YAAY!  Planet Bob! Titan AE everbody!


----------



## modfox (Feb 3, 2017)

LARP. I am an archer. unfortunately you can only use a 25 lbs.


----------



## Sergei Sóhomo (Feb 3, 2017)

One time I was joining a group but then got kicked out because they called burning tennis balls "dangerous"


----------



## Leoni Zheitk (Feb 3, 2017)

Gaitsu said:


> We were pretty low budget, we were not a full fledged deal when my son was born, and had to leave. I probably only spent $20 on my sword. The other owner has probably sunk about $2-300 in it for just props.


Woah, was it boffer?  I plan to get my sword and shield made by Forgotten Dreams,
And a bow by Ivory Forge, it gonna be good...



modfox said:


> LARP. I am an archer. unfortunately you can only use a 25 lbs


Dang... that sucks...
I have a bow and a couple of foam-headed arrows, and I'll agree, it really changes how high you have to aim it.



Sergei Sóhomo said:


> One time I was joining a group but then got kicked out because they called burning tennis balls "dangerous"


*shakes head in disappointment*
I wouldn't blame them... 
Though, they should have to find a better way to make magic attacks look cooler, such as smoke/light/etc. effects...


----------



## Alex K (Feb 3, 2017)

Larpin was one of my most favorite games as a kid cause I got to go to my friends howse and we would play dress up with his fairy outfits


----------



## modfox (Feb 3, 2017)

i wonder if you could wear a fursuit while larping?


----------



## Gaitsu (Feb 3, 2017)

modfox said:


> i wonder if you could wear a fursuit while larping?

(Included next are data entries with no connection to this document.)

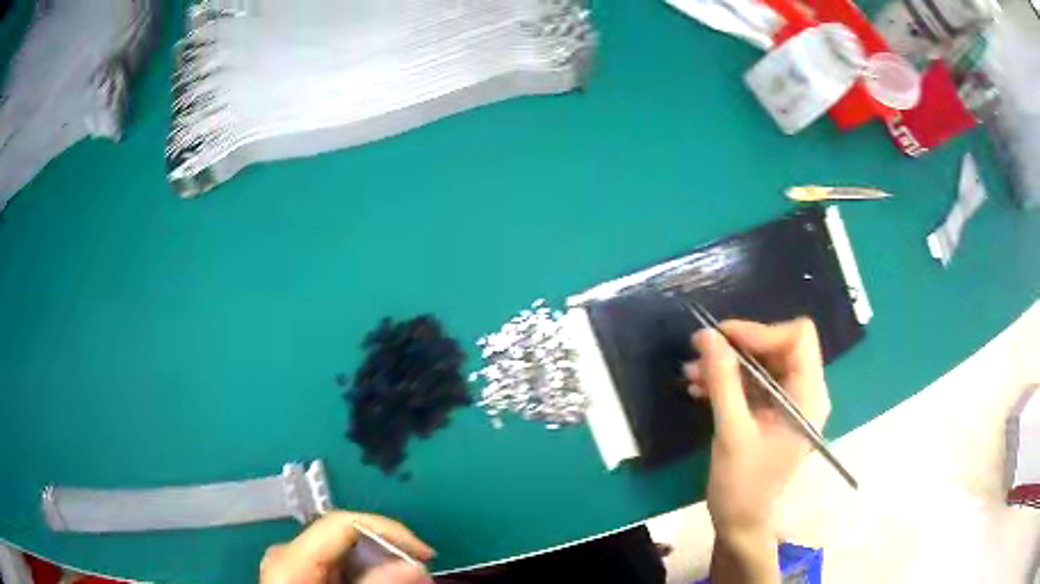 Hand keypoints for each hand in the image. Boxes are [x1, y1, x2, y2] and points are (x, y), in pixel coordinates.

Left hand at [260, 510, 434, 583]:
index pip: (342, 524)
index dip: (388, 531)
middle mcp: (289, 555)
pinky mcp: (301, 577)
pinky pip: (339, 569)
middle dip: (389, 556)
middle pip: (346, 539)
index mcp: (290, 559)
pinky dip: (367, 578)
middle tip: (421, 578)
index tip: (425, 555)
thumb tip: (416, 566)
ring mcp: (293, 567)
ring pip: (346, 555)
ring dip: (381, 570)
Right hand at [685, 319, 829, 538]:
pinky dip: (727, 381)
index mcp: (808, 395)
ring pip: (761, 363)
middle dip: (738, 347)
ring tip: (692, 373)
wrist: (741, 523)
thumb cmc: (743, 484)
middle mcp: (805, 391)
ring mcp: (788, 402)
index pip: (798, 337)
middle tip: (701, 351)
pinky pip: (752, 383)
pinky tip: (699, 388)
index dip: (761, 331)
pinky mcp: (772, 412)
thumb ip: (723, 381)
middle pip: (778, 346)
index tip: (723, 339)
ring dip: (727, 365)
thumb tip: (707, 335)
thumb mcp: (732, 431)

You can, but it gets really hot, probably a safer bet to do a partial



Leoni Zheitk said:


> Woah, was it boffer?  I plan to get my sword and shield made by Forgotten Dreams,
> And a bow by Ivory Forge, it gonna be good.

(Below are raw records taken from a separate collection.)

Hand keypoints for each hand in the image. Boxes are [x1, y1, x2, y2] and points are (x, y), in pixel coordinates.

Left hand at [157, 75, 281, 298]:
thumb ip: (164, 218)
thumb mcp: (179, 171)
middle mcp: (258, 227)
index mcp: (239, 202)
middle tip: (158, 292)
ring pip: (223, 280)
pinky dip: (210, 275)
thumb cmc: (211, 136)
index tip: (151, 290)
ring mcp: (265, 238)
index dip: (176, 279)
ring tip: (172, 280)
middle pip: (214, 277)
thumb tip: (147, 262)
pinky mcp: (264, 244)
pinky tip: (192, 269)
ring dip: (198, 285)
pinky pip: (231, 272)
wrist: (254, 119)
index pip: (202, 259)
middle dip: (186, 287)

Check attachment. I bought it at a ren fair, so it was overpriced, I'm sure.

I know a group that does semi cheap weapons and armor, if you are cool with realistic foam weapons. I think the bows and crossbows are real, but the arrows and bolts are not.


----------



## Martin2W (Feb 4, 2017)

Please explain what a hell is larpers and RP. Im new here, wtf is going on?


----------



## Gaitsu (Feb 4, 2017)

Martin2W said:


> Please explain what a hell is larpers and RP. Im new here, wtf is going on?

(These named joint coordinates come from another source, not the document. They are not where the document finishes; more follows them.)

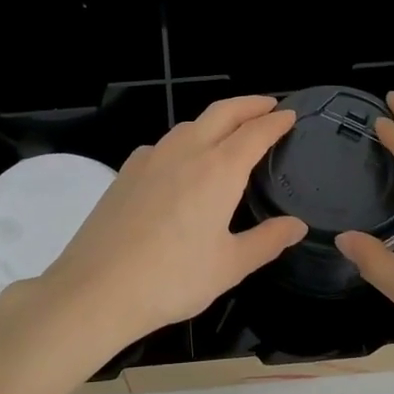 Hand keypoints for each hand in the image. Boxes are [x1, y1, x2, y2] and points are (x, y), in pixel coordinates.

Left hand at [20, 97, 306, 358]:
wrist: (96, 289)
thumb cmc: (172, 279)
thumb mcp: (230, 265)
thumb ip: (267, 241)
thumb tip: (296, 226)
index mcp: (218, 170)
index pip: (255, 132)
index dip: (276, 121)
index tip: (291, 115)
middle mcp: (185, 152)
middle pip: (221, 113)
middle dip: (248, 104)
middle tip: (269, 105)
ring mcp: (150, 159)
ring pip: (189, 125)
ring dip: (215, 120)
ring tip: (230, 131)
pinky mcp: (126, 172)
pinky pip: (162, 145)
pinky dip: (184, 141)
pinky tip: (182, 163)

Larp is Live Action Role Play. Rp is Role Play. Generally speaking, Rp is writing a story with others, Larp is acting out a story.


----------



## Sergei Sóhomo (Feb 4, 2017)

Leoni Zheitk said:


> Woah, was it boffer?  I plan to get my sword and shield made by Forgotten Dreams,
> And a bow by Ivory Forge, it gonna be good...
> 
> 
> ...



What kind of shit LARPing doesn't involve real fire and throwing large chunks of ice at people? That's how you get the true experience


----------



## MrrMiddyNight (Feb 4, 2017)

The majority of my school is weeb and talks a lot about LARPing.
I never did it but it sounds and looks cool, if I had the spare time for it I would want to try.


----------



## Gaitsu (Feb 4, 2017)

Sergei Sóhomo said:


> What kind of shit LARPing doesn't involve real fire and throwing large chunks of ice at people? That's how you get the true experience


Yes, and for electric type magic, a tazer works nicely


MrrMiddyNight said:


> The majority of my school is weeb and talks a lot about LARPing.
> I never did it but it sounds and looks cool, if I had the spare time for it I would want to try.


It is fun, depending on how good everyones imagination is. I know every time we got a new member in our group, we set them down to explain the moves of every character they were likely to see, so we had very little stop time when we started, unless we made a new move and forgot to mention it.


----------



## modfox (Feb 4, 2017)

if i use a sword i would use real viking techniques. they are actually prettey affective


----------



## Leoni Zheitk (Feb 7, 2017)

modfox said:


> i wonder if you could wear a fursuit while larping?


Well, that would be quite difficult I can imagine, since you lack alot of vision when wearing a fursuit head, right?



MrrMiddyNight said:


> The majority of my school is weeb and talks a lot about LARPing.
> I never did it but it sounds and looks cool, if I had the spare time for it I would want to try.


Definitely worth a shot, if you ask me.



Sergei Sóhomo said:


> What kind of shit LARPing doesn't involve real fire and throwing large chunks of ice at people? That's how you get the true experience


It seems to me that you would be the person who likes paintball, or those extreme haunted houses with full contact.  There _are _LARPs that are much more ruthless.


----------



## Sergei Sóhomo (Feb 7, 2017)

Leoni Zheitk said:


> Well, that would be quite difficult I can imagine, since you lack alot of vision when wearing a fursuit head, right?
> 
> 
> Definitely worth a shot, if you ask me.
> ...



Shit like this? Sign me up!


----------



## OakenheelTheWolf (Mar 5, 2017)

I larp in my fursuit and you dont even know how hard it is.

Its hard


----------



## OakenheelTheWolf (Mar 5, 2017)

modfox said:


> i wonder if you could wear a fursuit while larping?



I larp in my suit but i have rlly see through eyes and i larp in winter


----------



## Casey Fluffbat (Mar 5, 2017)

I LARP myself every day. Does that count?


----------



## Leoni Zheitk (Mar 6, 2017)

OakenheelTheWolf said:


> I larp in my fursuit and you dont even know how hard it is.
> 
> Its hard


I could imagine...


----------